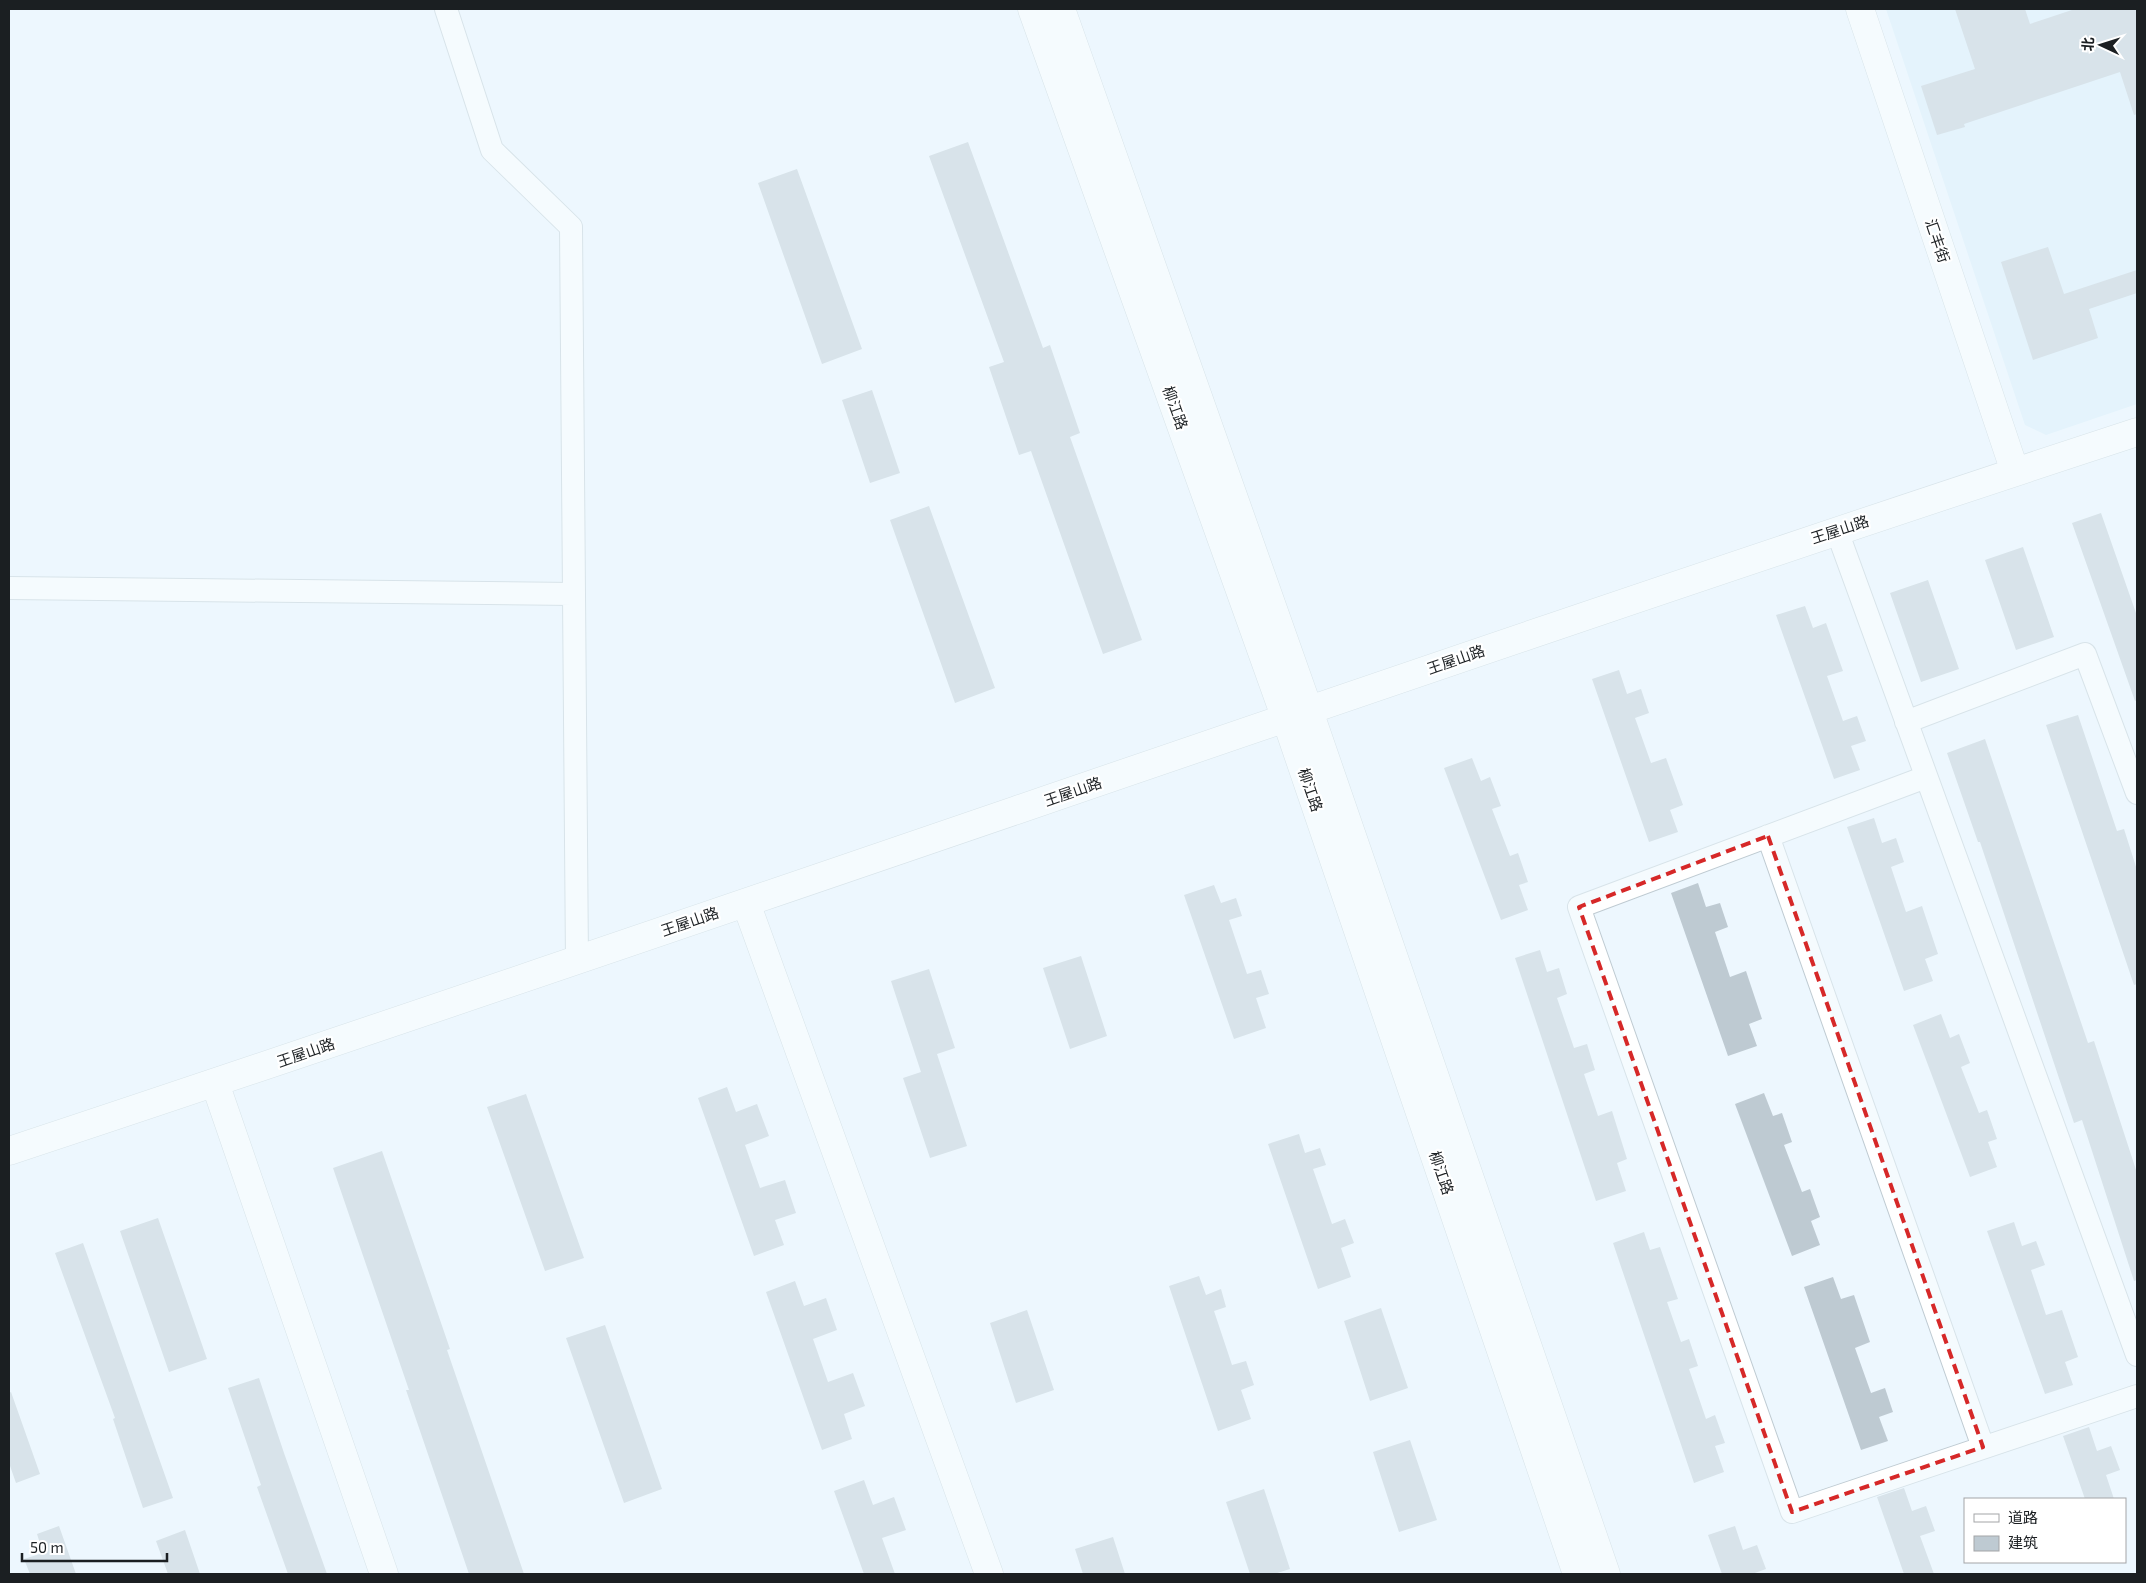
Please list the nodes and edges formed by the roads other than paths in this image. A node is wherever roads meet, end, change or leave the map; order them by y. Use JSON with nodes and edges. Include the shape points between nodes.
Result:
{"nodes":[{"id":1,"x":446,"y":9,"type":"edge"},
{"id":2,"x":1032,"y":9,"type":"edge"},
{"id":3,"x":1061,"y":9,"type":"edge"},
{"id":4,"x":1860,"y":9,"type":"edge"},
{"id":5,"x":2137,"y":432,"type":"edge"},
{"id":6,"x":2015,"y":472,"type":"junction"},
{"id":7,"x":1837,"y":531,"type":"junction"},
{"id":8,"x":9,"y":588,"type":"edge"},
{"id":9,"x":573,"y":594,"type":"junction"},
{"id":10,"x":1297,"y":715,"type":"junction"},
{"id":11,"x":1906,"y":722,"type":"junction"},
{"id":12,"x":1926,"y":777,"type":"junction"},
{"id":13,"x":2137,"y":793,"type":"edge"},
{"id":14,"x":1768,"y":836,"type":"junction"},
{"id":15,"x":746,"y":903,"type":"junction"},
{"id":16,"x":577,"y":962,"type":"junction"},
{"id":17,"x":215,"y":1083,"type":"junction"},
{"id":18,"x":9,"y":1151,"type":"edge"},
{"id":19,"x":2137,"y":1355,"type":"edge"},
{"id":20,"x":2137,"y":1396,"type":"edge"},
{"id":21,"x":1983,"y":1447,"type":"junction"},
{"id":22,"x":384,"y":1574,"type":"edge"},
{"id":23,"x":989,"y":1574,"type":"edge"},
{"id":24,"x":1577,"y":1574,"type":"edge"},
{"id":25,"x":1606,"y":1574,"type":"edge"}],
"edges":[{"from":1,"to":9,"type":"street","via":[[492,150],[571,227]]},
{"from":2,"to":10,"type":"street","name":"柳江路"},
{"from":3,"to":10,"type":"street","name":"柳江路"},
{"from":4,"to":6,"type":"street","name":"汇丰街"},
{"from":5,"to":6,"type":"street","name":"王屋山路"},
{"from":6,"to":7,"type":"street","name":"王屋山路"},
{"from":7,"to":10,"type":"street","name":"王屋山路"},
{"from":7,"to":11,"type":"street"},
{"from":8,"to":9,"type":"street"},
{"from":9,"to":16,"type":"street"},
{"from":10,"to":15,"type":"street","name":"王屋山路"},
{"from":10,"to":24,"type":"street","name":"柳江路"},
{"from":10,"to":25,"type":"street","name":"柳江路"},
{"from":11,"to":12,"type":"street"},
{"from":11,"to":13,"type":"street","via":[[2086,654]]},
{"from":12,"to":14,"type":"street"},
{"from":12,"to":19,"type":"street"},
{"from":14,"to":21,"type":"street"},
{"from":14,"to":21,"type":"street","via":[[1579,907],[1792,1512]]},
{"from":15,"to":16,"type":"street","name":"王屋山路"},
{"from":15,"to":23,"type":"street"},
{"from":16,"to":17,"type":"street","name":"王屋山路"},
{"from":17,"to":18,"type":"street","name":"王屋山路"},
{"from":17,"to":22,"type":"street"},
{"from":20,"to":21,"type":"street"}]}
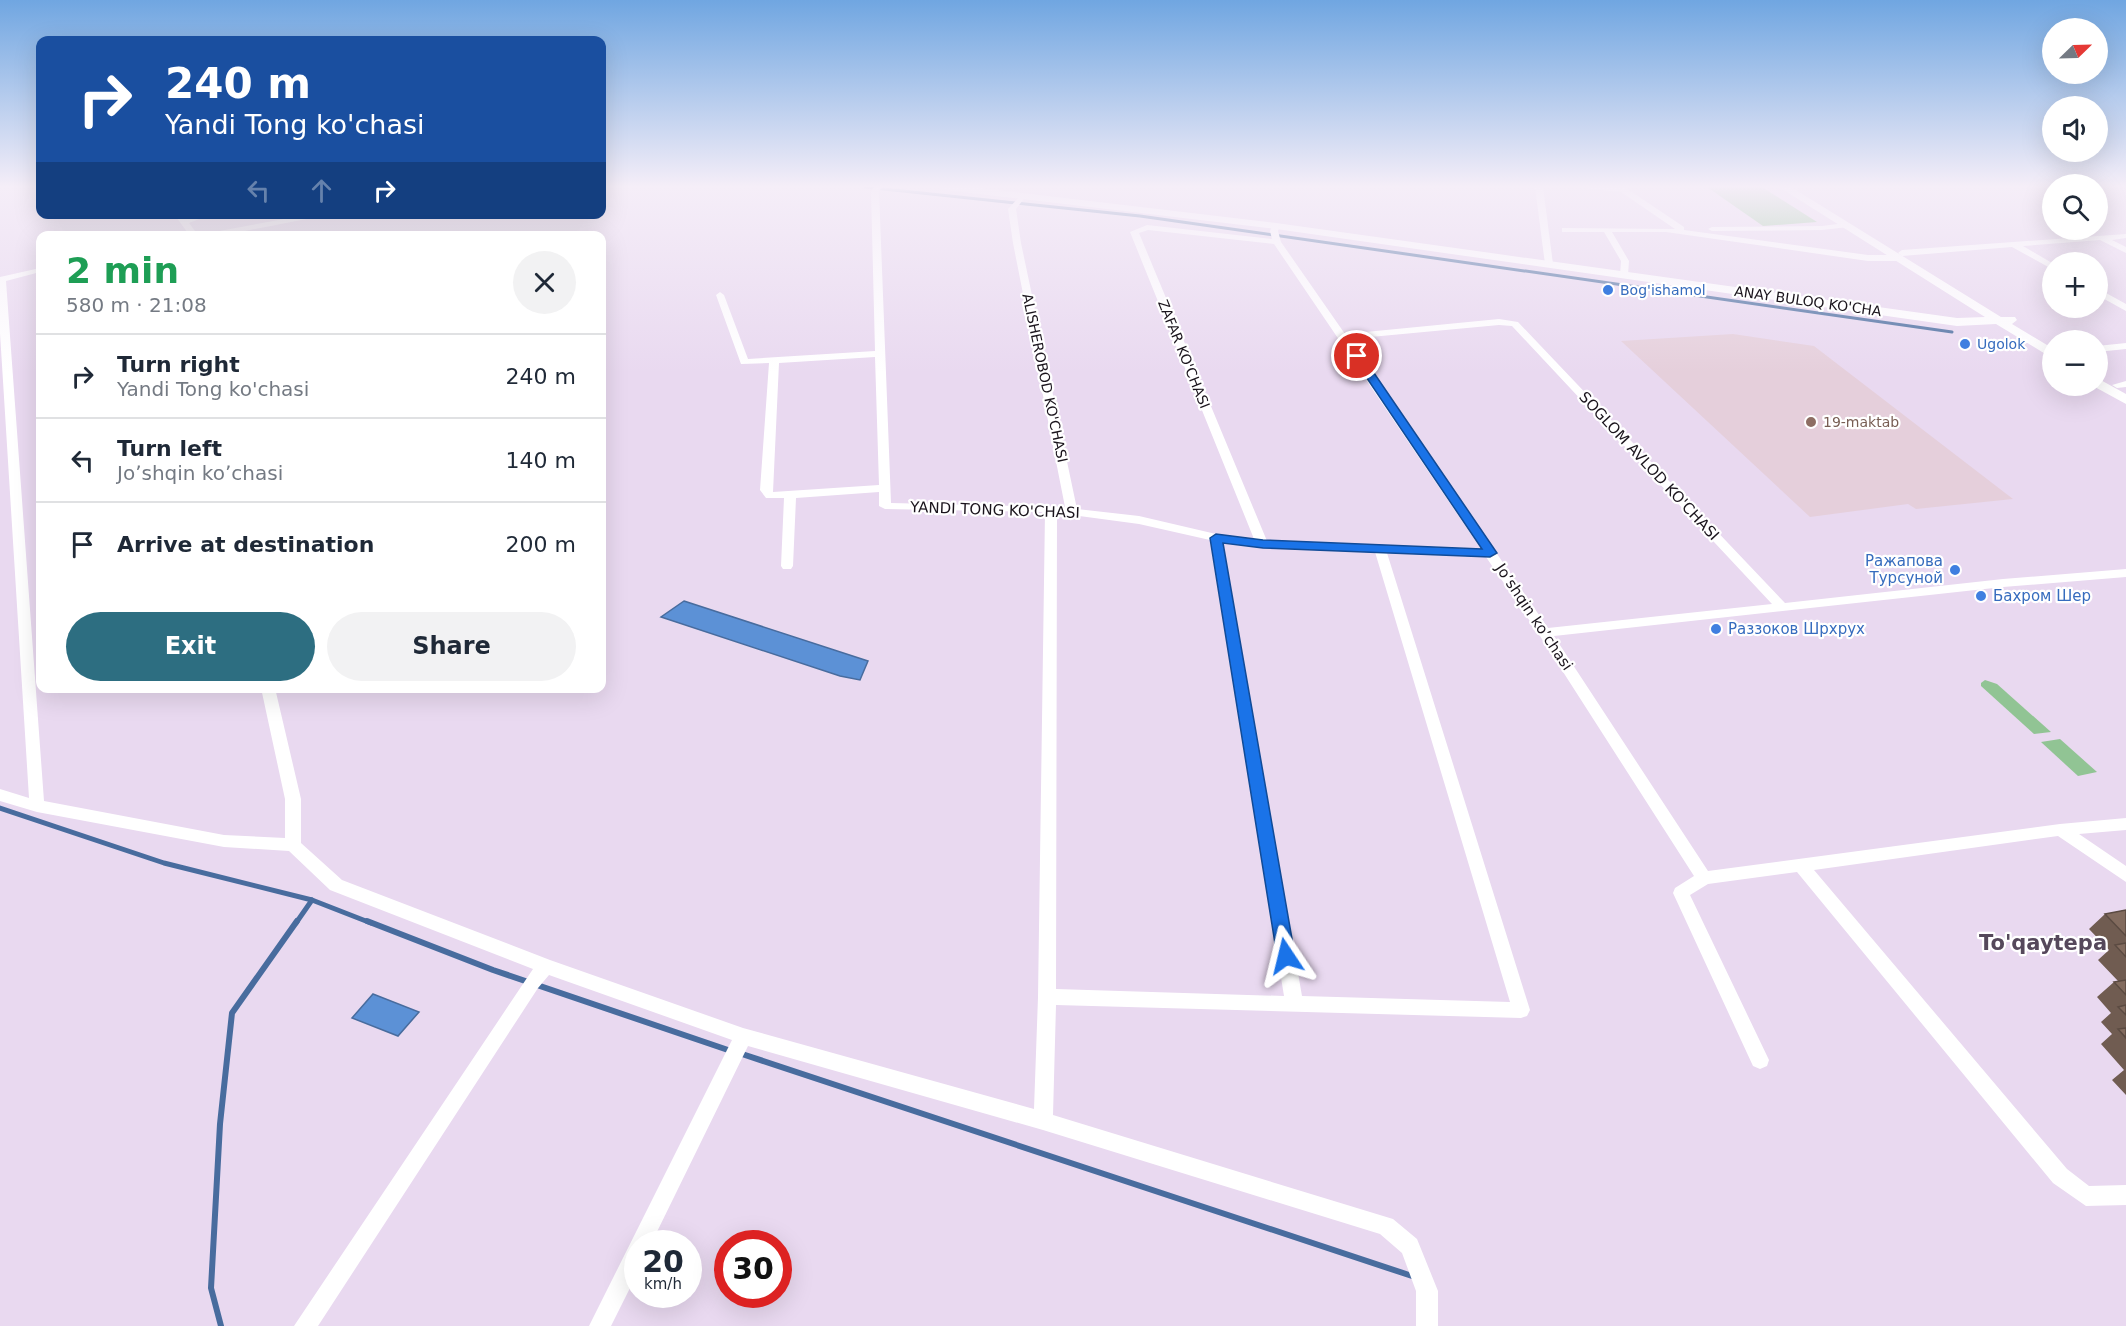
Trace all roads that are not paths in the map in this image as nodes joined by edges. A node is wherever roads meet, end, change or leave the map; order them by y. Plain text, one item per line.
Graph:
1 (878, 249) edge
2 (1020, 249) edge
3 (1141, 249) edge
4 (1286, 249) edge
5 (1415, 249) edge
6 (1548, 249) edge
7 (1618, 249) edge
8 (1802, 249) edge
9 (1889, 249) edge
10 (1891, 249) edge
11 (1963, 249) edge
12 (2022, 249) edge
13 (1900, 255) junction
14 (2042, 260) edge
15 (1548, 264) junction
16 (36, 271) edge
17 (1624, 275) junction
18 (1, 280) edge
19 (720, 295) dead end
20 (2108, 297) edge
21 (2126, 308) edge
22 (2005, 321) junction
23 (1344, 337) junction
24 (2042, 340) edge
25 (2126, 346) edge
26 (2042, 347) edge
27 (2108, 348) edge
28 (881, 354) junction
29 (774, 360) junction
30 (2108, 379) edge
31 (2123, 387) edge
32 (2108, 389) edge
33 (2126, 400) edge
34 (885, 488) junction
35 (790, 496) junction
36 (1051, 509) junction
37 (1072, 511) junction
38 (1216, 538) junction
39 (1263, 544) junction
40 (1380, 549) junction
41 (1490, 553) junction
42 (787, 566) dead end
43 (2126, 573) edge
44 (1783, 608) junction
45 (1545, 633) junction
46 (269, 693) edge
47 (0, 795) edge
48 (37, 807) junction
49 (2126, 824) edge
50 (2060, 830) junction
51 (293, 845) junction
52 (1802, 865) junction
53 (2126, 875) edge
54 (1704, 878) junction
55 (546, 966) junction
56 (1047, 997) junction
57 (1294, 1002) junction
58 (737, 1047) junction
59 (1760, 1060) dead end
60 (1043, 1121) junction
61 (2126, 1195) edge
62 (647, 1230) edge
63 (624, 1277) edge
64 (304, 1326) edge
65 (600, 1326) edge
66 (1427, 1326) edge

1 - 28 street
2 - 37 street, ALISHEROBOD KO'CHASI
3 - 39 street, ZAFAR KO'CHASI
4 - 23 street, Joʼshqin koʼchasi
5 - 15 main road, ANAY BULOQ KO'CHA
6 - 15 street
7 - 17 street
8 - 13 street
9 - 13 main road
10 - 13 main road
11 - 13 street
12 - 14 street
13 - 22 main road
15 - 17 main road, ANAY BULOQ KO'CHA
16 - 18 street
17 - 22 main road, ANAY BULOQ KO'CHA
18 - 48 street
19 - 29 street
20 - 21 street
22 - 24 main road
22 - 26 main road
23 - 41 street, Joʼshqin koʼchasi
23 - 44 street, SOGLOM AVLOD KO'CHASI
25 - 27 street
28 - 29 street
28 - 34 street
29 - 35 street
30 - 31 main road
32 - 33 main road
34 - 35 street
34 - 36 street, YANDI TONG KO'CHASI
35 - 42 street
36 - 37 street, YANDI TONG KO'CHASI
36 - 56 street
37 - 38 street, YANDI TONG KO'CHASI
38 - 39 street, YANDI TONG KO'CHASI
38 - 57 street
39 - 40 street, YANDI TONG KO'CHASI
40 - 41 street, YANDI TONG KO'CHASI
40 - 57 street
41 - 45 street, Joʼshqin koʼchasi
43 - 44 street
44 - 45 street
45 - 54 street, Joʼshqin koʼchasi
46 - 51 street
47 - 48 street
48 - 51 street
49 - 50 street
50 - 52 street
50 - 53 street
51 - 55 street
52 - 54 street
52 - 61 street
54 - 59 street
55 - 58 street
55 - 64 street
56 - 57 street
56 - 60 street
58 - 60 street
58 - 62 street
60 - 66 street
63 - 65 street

Work item
Each line in the data that holds the string "wherever" should be found and copied.

Task result
Please list the nodes and edges formed by the roads other than paths in this image. A node is wherever roads meet, end, change or leave the map; order them by y. Use JSON with nodes and edges. Include the shape points between nodes.
Trace all roads that are not paths in the map in this image as nodes joined by edges. A node is wherever roads meet, end, change or leave the map; order them by y. Plain text, one item per line.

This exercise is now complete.